Dataset records
----------

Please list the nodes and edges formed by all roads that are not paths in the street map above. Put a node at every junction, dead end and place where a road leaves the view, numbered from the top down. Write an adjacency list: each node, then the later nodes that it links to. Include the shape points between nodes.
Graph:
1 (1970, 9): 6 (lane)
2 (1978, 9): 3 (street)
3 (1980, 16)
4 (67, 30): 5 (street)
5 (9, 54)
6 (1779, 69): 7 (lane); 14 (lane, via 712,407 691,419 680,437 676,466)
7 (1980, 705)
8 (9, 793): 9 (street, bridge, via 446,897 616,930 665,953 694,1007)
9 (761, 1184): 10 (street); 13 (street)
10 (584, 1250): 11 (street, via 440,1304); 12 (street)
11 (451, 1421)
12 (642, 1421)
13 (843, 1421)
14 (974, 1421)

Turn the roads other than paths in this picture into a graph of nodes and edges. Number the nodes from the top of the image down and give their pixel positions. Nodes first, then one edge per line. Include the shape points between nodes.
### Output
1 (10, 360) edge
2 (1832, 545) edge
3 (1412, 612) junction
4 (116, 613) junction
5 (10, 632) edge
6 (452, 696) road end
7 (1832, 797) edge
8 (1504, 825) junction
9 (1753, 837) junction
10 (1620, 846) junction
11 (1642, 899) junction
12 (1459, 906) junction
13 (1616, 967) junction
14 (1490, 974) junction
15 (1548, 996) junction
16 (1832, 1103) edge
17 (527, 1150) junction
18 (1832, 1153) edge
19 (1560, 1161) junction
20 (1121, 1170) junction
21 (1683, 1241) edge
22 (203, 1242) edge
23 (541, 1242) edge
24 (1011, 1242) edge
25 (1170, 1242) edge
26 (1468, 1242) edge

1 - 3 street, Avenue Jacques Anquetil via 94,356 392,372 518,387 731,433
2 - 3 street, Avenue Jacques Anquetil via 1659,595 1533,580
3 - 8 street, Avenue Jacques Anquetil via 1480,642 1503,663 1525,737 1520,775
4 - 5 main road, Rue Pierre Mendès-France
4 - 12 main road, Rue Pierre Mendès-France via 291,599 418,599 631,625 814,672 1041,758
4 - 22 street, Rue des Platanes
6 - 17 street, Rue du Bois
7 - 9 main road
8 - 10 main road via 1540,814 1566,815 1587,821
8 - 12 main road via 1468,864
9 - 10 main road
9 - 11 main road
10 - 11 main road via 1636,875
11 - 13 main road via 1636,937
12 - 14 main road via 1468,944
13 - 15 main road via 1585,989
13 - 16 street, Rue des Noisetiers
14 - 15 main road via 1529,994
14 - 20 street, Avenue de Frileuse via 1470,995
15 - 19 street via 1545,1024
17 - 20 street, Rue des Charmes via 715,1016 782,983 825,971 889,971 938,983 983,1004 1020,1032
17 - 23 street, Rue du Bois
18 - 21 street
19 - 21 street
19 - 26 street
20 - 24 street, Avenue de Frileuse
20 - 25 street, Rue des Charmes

----------

(DIRECTIONS) After reading the entries, reproduce every one of them exactly.

(RESPONSE)
Please list the nodes and edges formed by all roads that are not paths in the street map above. Put a node at every junction, dead end and place where a road leaves the view, numbered from the top down. Write an adjacency list: each node, then the later nodes that it links to. Include the shape points between nodes.
Graph:
1 (1970, 9): 6 (lane)
2 (1978, 9): 3 (street)
3 (1980, 16)
4 (67, 30): 5 (street)
5 (9, 54)
6 (1779, 69): 7 (lane); 14 (lane, via 712,407 691,419 680,437 676,466)
7 (1980, 705)
8 (9, 793): 9 (street, bridge, via 446,897 616,930 665,953 694,1007)
9 (761, 1184): 10 (street); 13 (street)
10 (584, 1250): 11 (street, via 440,1304); 12 (street)
11 (451, 1421)
12 (642, 1421)
13 (843, 1421)
14 (974, 1421)

Turn the roads other than paths in this picture into a graph of nodes and edges. Number the nodes from the top of the image down and give their pixel positions. Nodes first, then one edge per line. Include the shape points between nodes.
### Output
1 (10, 360) edge
2 (1832, 545) edge
3 (1412, 612) junction
4 (116, 613) junction
5 (10, 632) edge
6 (452, 696) road end
7 (1832, 797) edge
8 (1504, 825) junction
9 (1753, 837) junction
10 (1620, 846) junction
11 (1642, 899) junction
12 (1459, 906) junction
13 (1616, 967) junction
14 (1490, 974) junction
15 (1548, 996) junction
16 (1832, 1103) edge
17 (527, 1150) junction
18 (1832, 1153) edge
19 (1560, 1161) junction
20 (1121, 1170) junction
21 (1683, 1241) edge
22 (203, 1242) edge
23 (541, 1242) edge
24 (1011, 1242) edge
25 (1170, 1242) edge
26 (1468, 1242) edge

1 - 3 street, Avenue Jacques Anquetil via 94,356 392,372 518,387 731,433
2 - 3 street, Avenue Jacques Anquetil via 1659,595 1533,580
3 - 8 street, Avenue Jacques Anquetil via 1480,642 1503,663 1525,737 1520,775
4 - 5 main road, Rue Pierre Mendès-France
4 - 12 main road, Rue Pierre Mendès-France via 291,599 418,599 631,625 814,672 1041,758
4 - 22 street, Rue des Platanes
6 - 17 street, Rue du Bois
7 - 9 main road
8 - 10 main road via 1540,814 1566,815 1587,821
8 - 12 main road via 1468,864
9 - 10 main road
9 - 11 main road
10 - 11 main road via 1636,875
11 - 13 main road via 1636,937
12 - 14 main road via 1468,944
13 - 15 main road via 1585,989
13 - 16 street, Rue des Noisetiers
14 - 15 main road via 1529,994
14 - 20 street, Avenue de Frileuse via 1470,995
15 - 19 street via 1545,1024
17 - 20 street, Rue des Charmes via 715,1016 782,983 825,971 889,971 938,983 983,1004 1020,1032
17 - 23 street, Rue du Bois
18 - 21 street
19 - 21 street
19 - 26 street
20 - 24 street, Avenue de Frileuse
20 - 25 street, Rue des Charmes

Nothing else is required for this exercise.